Supplied material section start

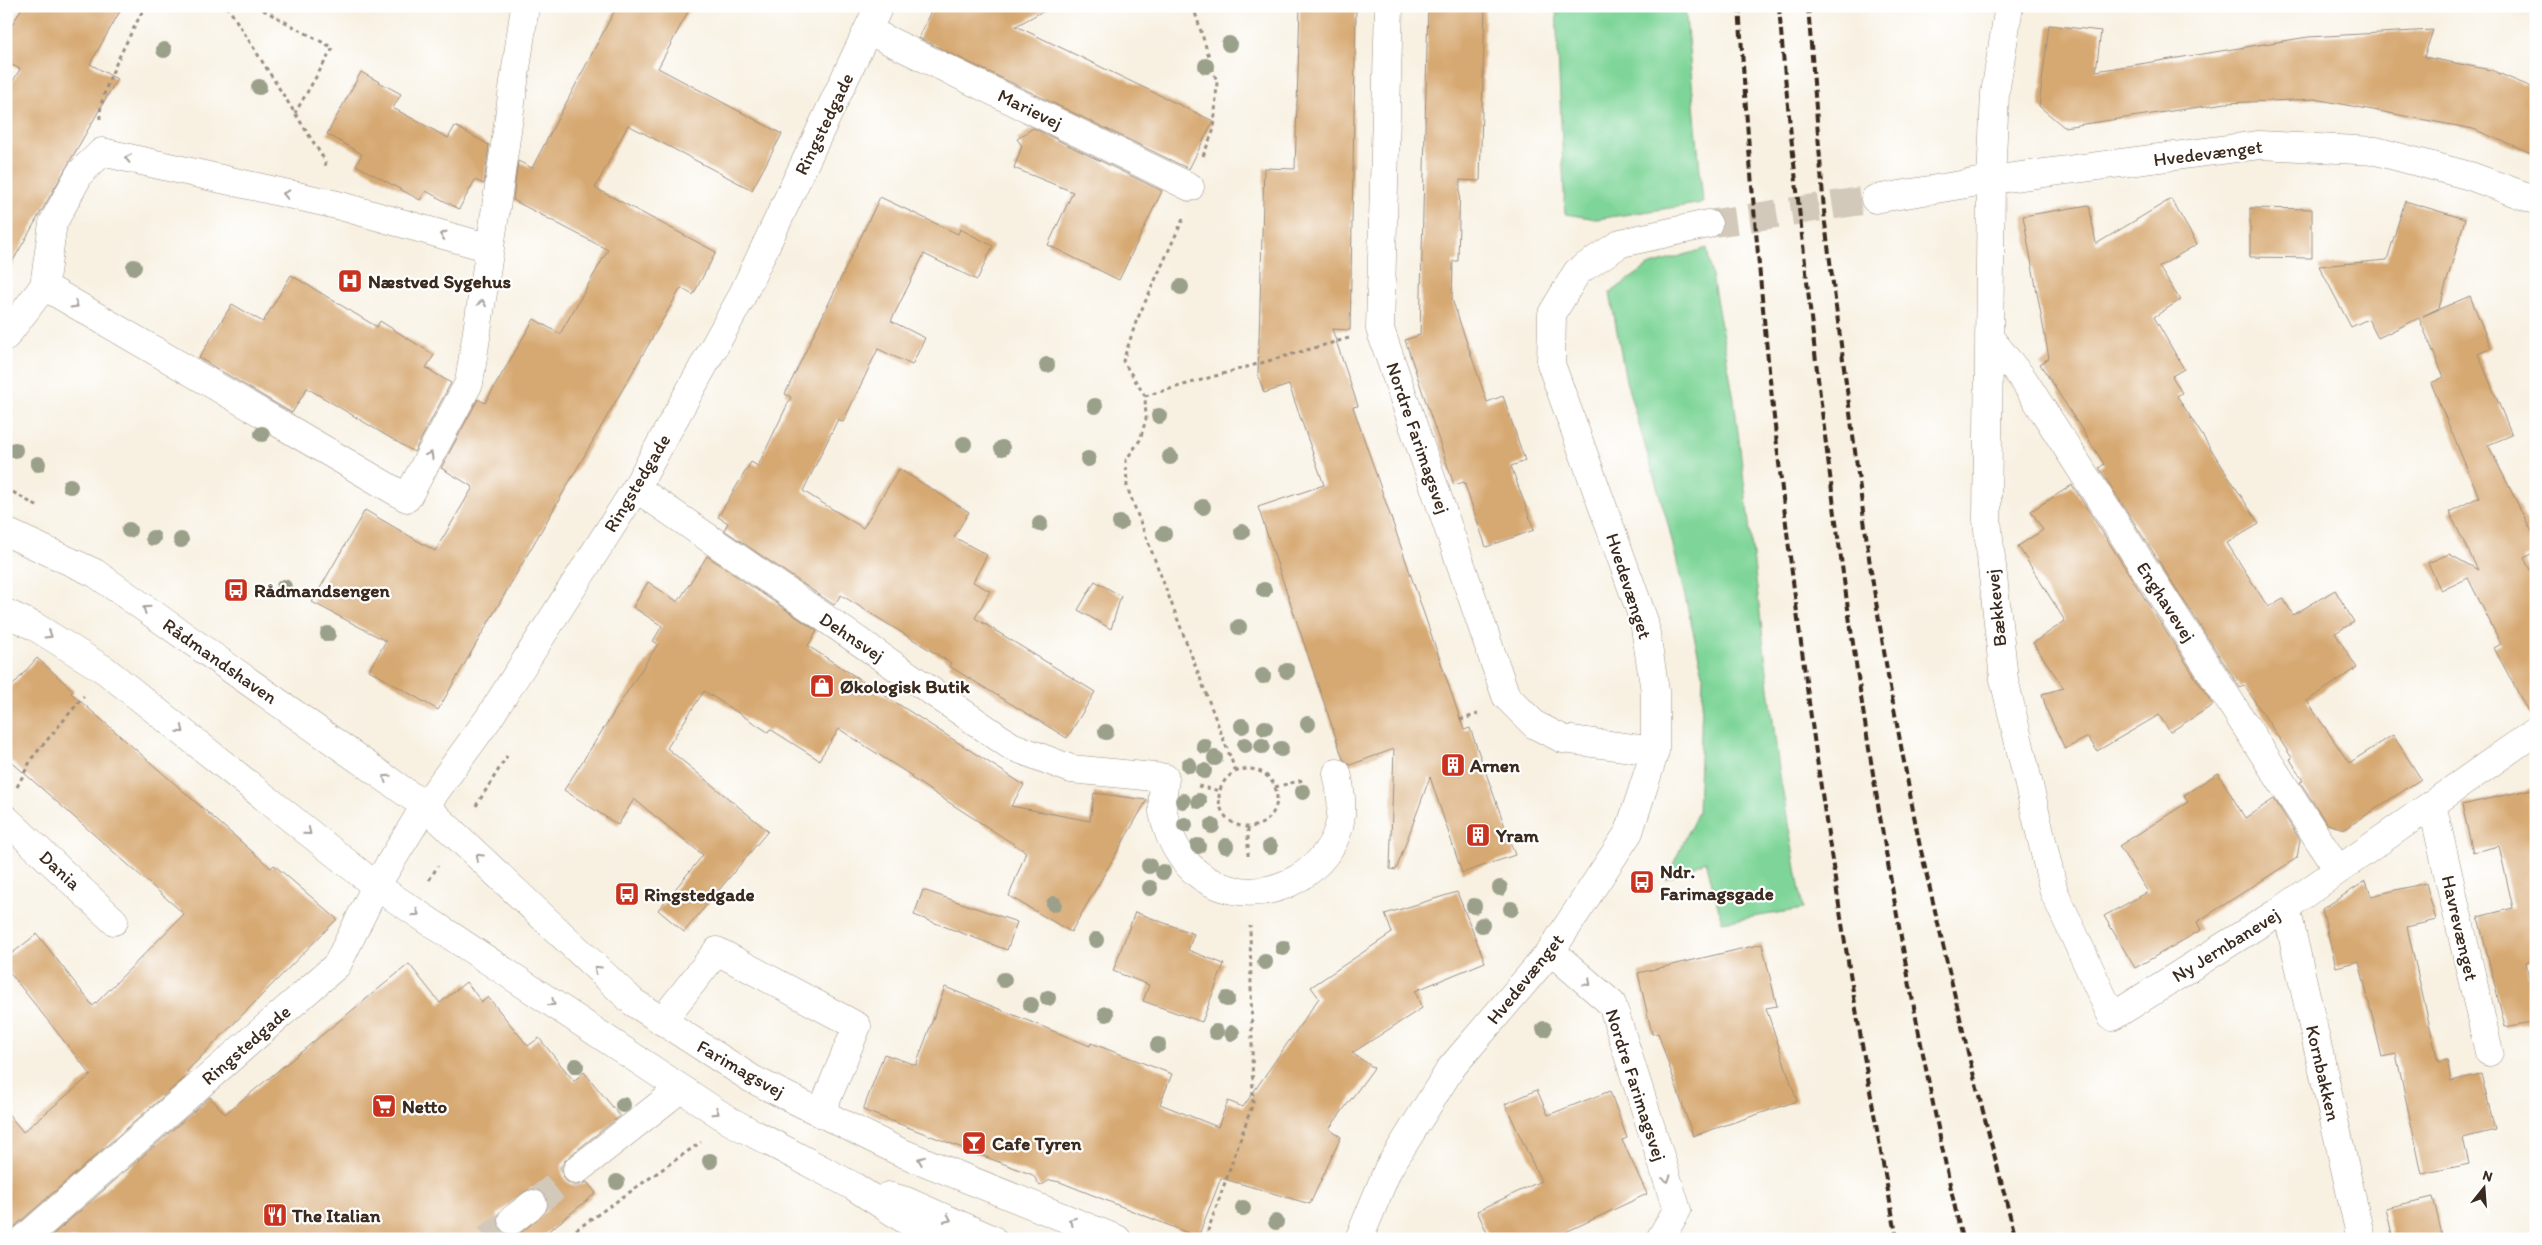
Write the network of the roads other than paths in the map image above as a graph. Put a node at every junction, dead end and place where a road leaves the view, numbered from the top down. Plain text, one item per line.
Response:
1 (525, 6) edge
2 (1389, 6) edge
3 (2009, 6) edge
4 (874, 18) edge
5 (1991, 180) junction
6 (1190, 187) road end
7 (1875, 199) tunnel mouth
8 (2536, 200) edge
9 (1708, 224) tunnel mouth
10 (490, 248) junction
11 (44, 286) junction
12 (6, 336) edge
13 (1989, 337) junction
14 (636, 488) junction
15 (6, 532) edge
16 (6, 613) edge
17 (2536, 731) edge
18 (1655, 751) junction
19 (1337, 774) dead end
20 (2432, 804) junction
21 (425, 806) junction
22 (6, 819) edge
23 (2338, 870) junction
24 (376, 886) junction
25 (2286, 907) junction
26 (114, 921) dead end
27 (1551, 951) junction
28 (2112, 1017) joint
29 (662, 1021) junction
30 (2489, 1052) dead end
31 (680, 1089) junction
32 (821, 1113) junction
33 (577, 1170) tunnel mouth
34 (853, 1186) junction
35 (24, 1239) edge
36 (935, 1239) edge
37 (992, 1239) edge
38 (1117, 1239) edge
39 (1359, 1239) edge
40 (1660, 1239) edge
41 (2361, 1239) edge

1 - 10 street
2 - 18 street, Nordre Farimagsvej
3 - 5 street, Bækkevej
4 - 6 street, Marievej
4 - 14 street, Ringstedgade
5 - 7 street, Hvedevænget
5 - 8 street, Hvedevænget
5 - 13 street, Bækkevej
9 - 18 street, Hvedevænget
10 -> 11 street
11 -> 10 street
11 - 12 street
13 - 23 street, Enghavevej
13 - 28 street, Bækkevej
14 - 19 street, Dehnsvej
14 - 21 street, Ringstedgade
21 -> 15 street, Rådmandshaven
16 -> 24 street
17 - 20 street
18 - 27 street, Hvedevænget
20 - 23 street
20 - 30 street, Havrevænget
21 - 24 street, Ringstedgade
29 -> 21 street, Farimagsvej
22 - 26 street, Dania
23 - 25 street, Ny Jernbanevej
24 -> 31 street
24 - 35 street, Ringstedgade
25 - 28 street, Ny Jernbanevej
25 - 41 street, Kornbakken
27 - 39 street, Hvedevænget
27 -> 40 street, Nordre Farimagsvej
29 - 32 street, Farimagsvej
29 - 32 street
31 - 33 street
31 -> 34 street
38 -> 32 street, Farimagsvej
34 - 36 street
34 -> 37 street

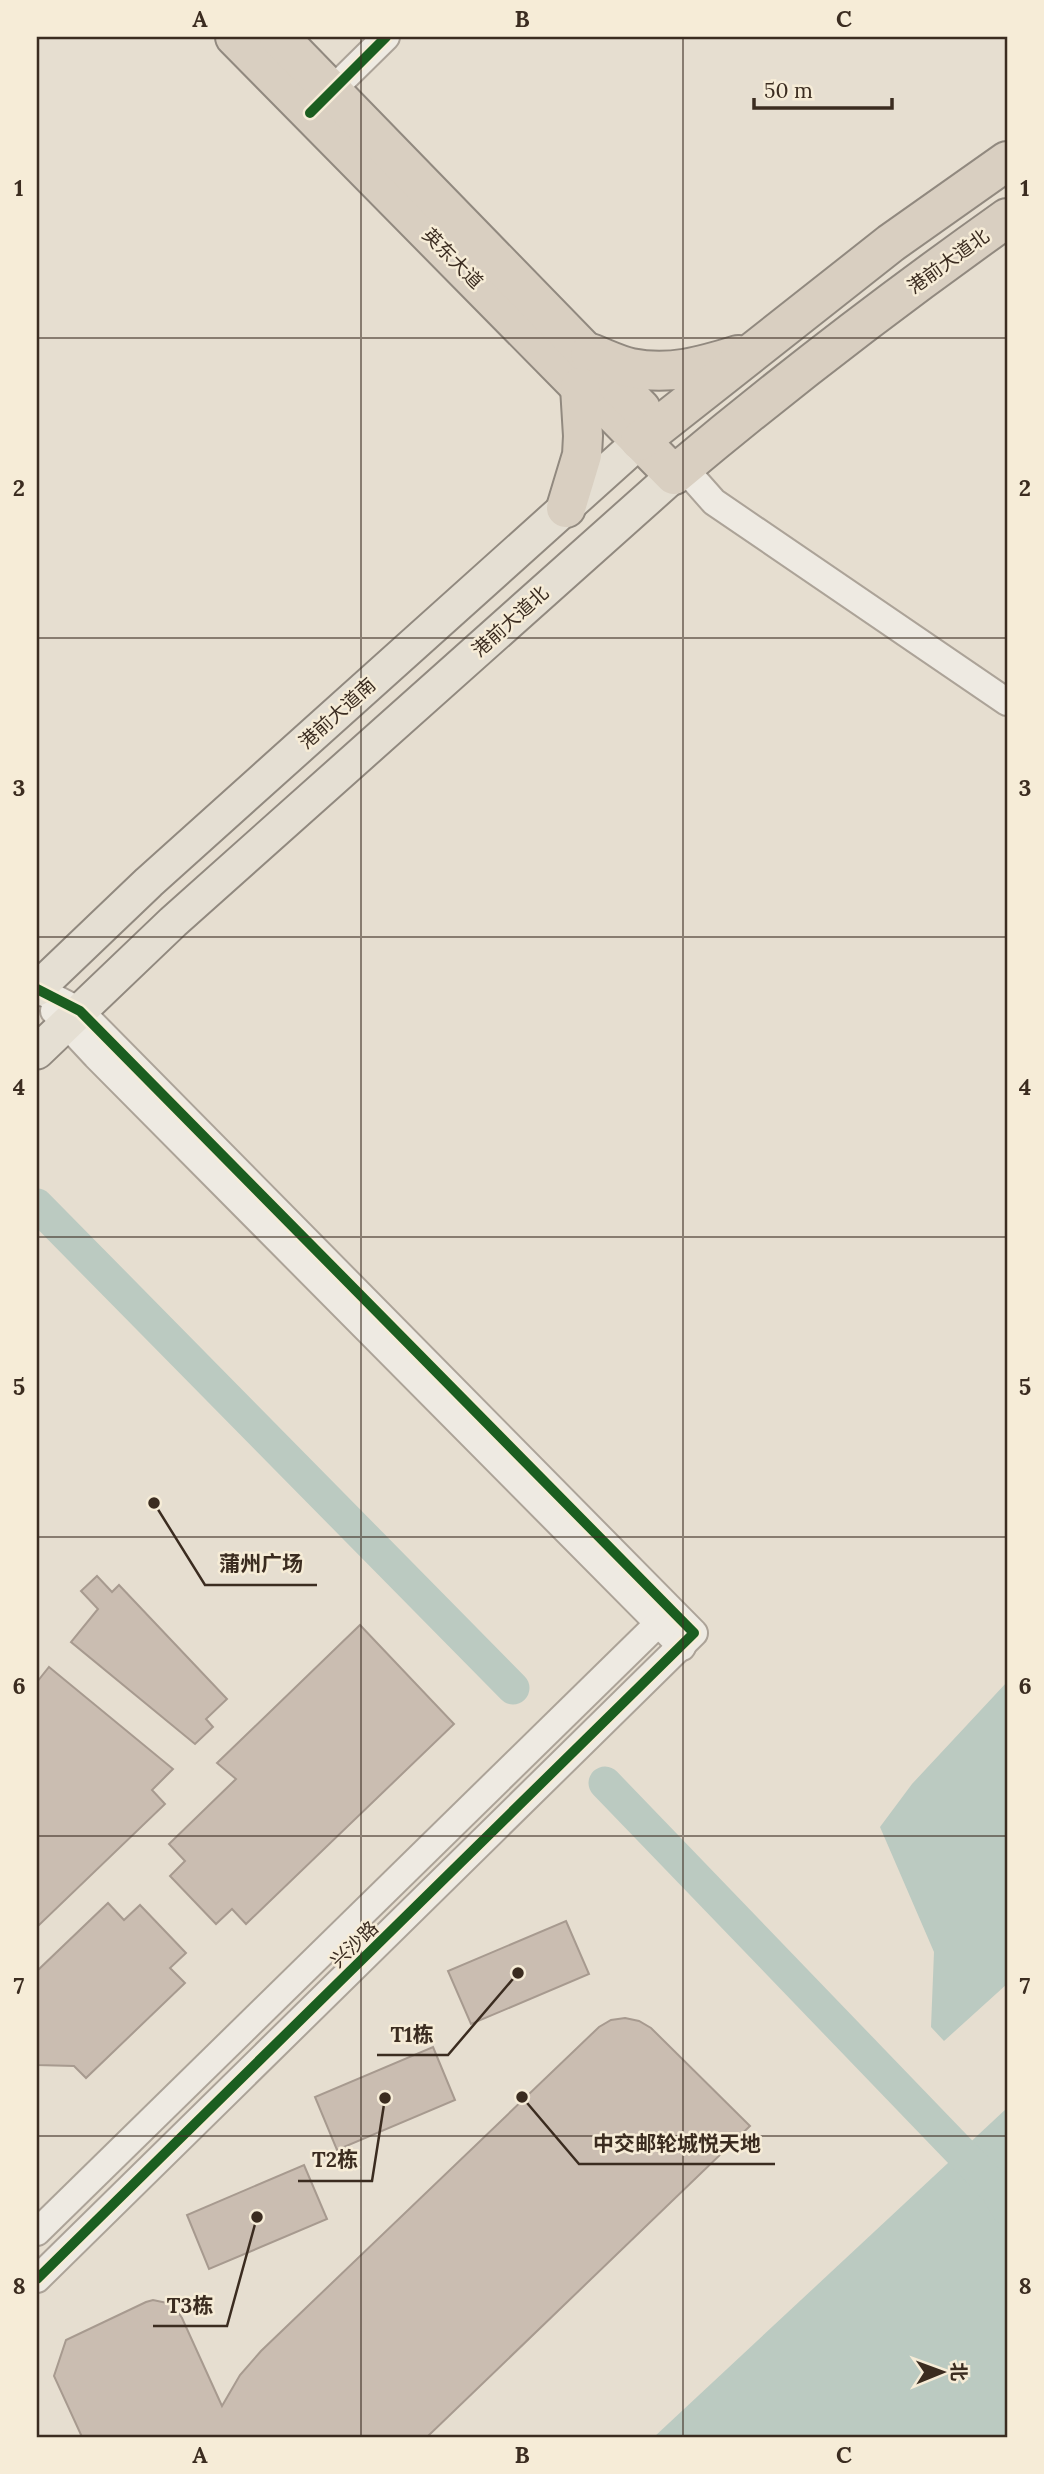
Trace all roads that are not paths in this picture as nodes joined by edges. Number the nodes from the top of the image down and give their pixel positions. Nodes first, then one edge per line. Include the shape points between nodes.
1 (235, 37) edge
2 (279, 37) edge
3 (386, 37) edge
4 (321, 102) junction
5 (1007, 161) edge
6 (1007, 218) edge
7 (788, 325) junction
8 (757, 349) junction
9 (813, 364) junction
10 (582, 369) junction
11 (649, 434) junction
12 (682, 467) junction
13 (566, 508) junction
14 (517, 551) junction
15 (549, 586) junction
16 (1007, 702) edge
17 (37, 989) edge
18 (73, 1018) junction
19 (37, 1052) edge
20 (665, 1616) junction
21 (37, 2232) edge
22 (37, 2279) edge

1 - 4 highway, 英东大道
2 - 4 highway, 英东大道
3 - 4 street
4 - 10 highway, 英东大道 via 522,284
5 - 7 highway via 891,243
6 - 9 highway, 港前大道北
7 - 8 highway
7 - 9 highway
8 - 10 highway via 702,366 658,372
8 - 11 highway
9 - 12 highway, 港前大道北
10 - 11 highway, 英东大道 via 609,409
10 - 13 highway via 582,454
11 - 12 highway, 英东大道
11 - 13 main road, 港前大道南
12 - 15 main road, 港前大道北
12 - 16 street via 714,502
13 - 14 main road, 港前大道南
14 - 15 main road
14 - 17 main road, 港前大道南 via 149,882
15 - 18 main road, 港前大道北 via 173,922
17 - 18 street
18 - 19 main road, 港前大道北
18 - 20 street
20 - 21 street, 兴沙路
20 - 22 street, 兴沙路 via 688,1640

Supplied material section end

Output the records exactly, pictures excluded.

Write the network of the roads other than paths in the map image above as a graph. Put a node at every junction, dead end and place where a road leaves the view, numbered from the top down. Plain text, one item per line.
Response:
1 (525, 6) edge
2 (1389, 6) edge
3 (2009, 6) edge
4 (874, 18) edge
5 (1991, 180) junction
6 (1190, 187) road end
7 (1875, 199) tunnel mouth
8 (2536, 200) edge
9 (1708, 224) tunnel mouth
10 (490, 248) junction
11 (44, 286) junction
12 (6, 336) edge
13 (1989, 337) junction
14 (636, 488) junction
15 (6, 532) edge
16 (6, 613) edge
17 (2536, 731) edge
18 (1655, 751) junction
19 (1337, 774) dead end
20 (2432, 804) junction
21 (425, 806) junction
22 (6, 819) edge
23 (2338, 870) junction
24 (376, 886) junction
25 (2286, 907) junction
26 (114, 921) dead end
27 (1551, 951) junction
28 (2112, 1017) joint
29 (662, 1021) junction
30 (2489, 1052) dead end
31 (680, 1089) junction
32 (821, 1113) junction
33 (577, 1170) tunnel mouth
34 (853, 1186) junction
35 (24, 1239) edge
36 (935, 1239) edge
37 (992, 1239) edge
38 (1117, 1239) edge
39 (1359, 1239) edge
40 (1660, 1239) edge
41 (2361, 1239) edge

1 - 10 street
2 - 18 street, Nordre Farimagsvej
3 - 5 street, Bækkevej
4 - 6 street, Marievej
4 - 14 street, Ringstedgade
5 - 7 street, Hvedevænget
5 - 8 street, Hvedevænget
5 - 13 street, Bækkevej
9 - 18 street, Hvedevænget
10 -> 11 street
11 -> 10 street
11 - 12 street
13 - 23 street, Enghavevej
13 - 28 street, Bækkevej
14 - 19 street, Dehnsvej
14 - 21 street, Ringstedgade
21 -> 15 street, Rådmandshaven
16 -> 24 street
17 - 20 street
18 - 27 street, Hvedevænget
20 - 23 street
20 - 30 street, Havrevænget
21 - 24 street, Ringstedgade
29 -> 21 street, Farimagsvej
22 - 26 street, Dania
23 - 25 street, Ny Jernbanevej
24 -> 31 street
24 - 35 street, Ringstedgade
25 - 28 street, Ny Jernbanevej
25 - 41 street, Kornbakken
27 - 39 street, Hvedevænget
27 -> 40 street, Nordre Farimagsvej
29 - 32 street, Farimagsvej
29 - 32 street
31 - 33 street
31 -> 34 street
38 -> 32 street, Farimagsvej
34 - 36 street
34 -> 37 street

Trace all roads that are not paths in this picture as nodes joined by edges. Number the nodes from the top of the image down and give their pixel positions. Nodes first, then one edge per line. Include the shape points between nodes.
1 (235, 37) edge
2 (279, 37) edge
3 (386, 37) edge
4 (321, 102) junction
5 (1007, 161) edge
6 (1007, 218) edge
7 (788, 325) junction
8 (757, 349) junction
9 (813, 364) junction
10 (582, 369) junction
11 (649, 434) junction
12 (682, 467) junction
13 (566, 508) junction
14 (517, 551) junction
15 (549, 586) junction
16 (1007, 702) edge
17 (37, 989) edge
18 (73, 1018) junction
19 (37, 1052) edge
20 (665, 1616) junction
21 (37, 2232) edge
22 (37, 2279) edge

1 - 4 highway, 英东大道
2 - 4 highway, 英东大道
3 - 4 street
4 - 10 highway, 英东大道 via 522,284
5 - 7 highway via 891,243
6 - 9 highway, 港前大道北
7 - 8 highway
7 - 9 highway
8 - 10 highway via 702,366 658,372
8 - 11 highway
9 - 12 highway, 港前大道北
10 - 11 highway, 英东大道 via 609,409
10 - 13 highway via 582,454
11 - 12 highway, 英东大道
11 - 13 main road, 港前大道南
12 - 15 main road, 港前大道北
12 - 16 street via 714,502
13 - 14 main road, 港前大道南
14 - 15 main road
14 - 17 main road, 港前大道南 via 149,882
15 - 18 main road, 港前大道北 via 173,922
17 - 18 street
18 - 19 main road, 港前大道北
18 - 20 street
20 - 21 street, 兴沙路
20 - 22 street, 兴沙路 via 688,1640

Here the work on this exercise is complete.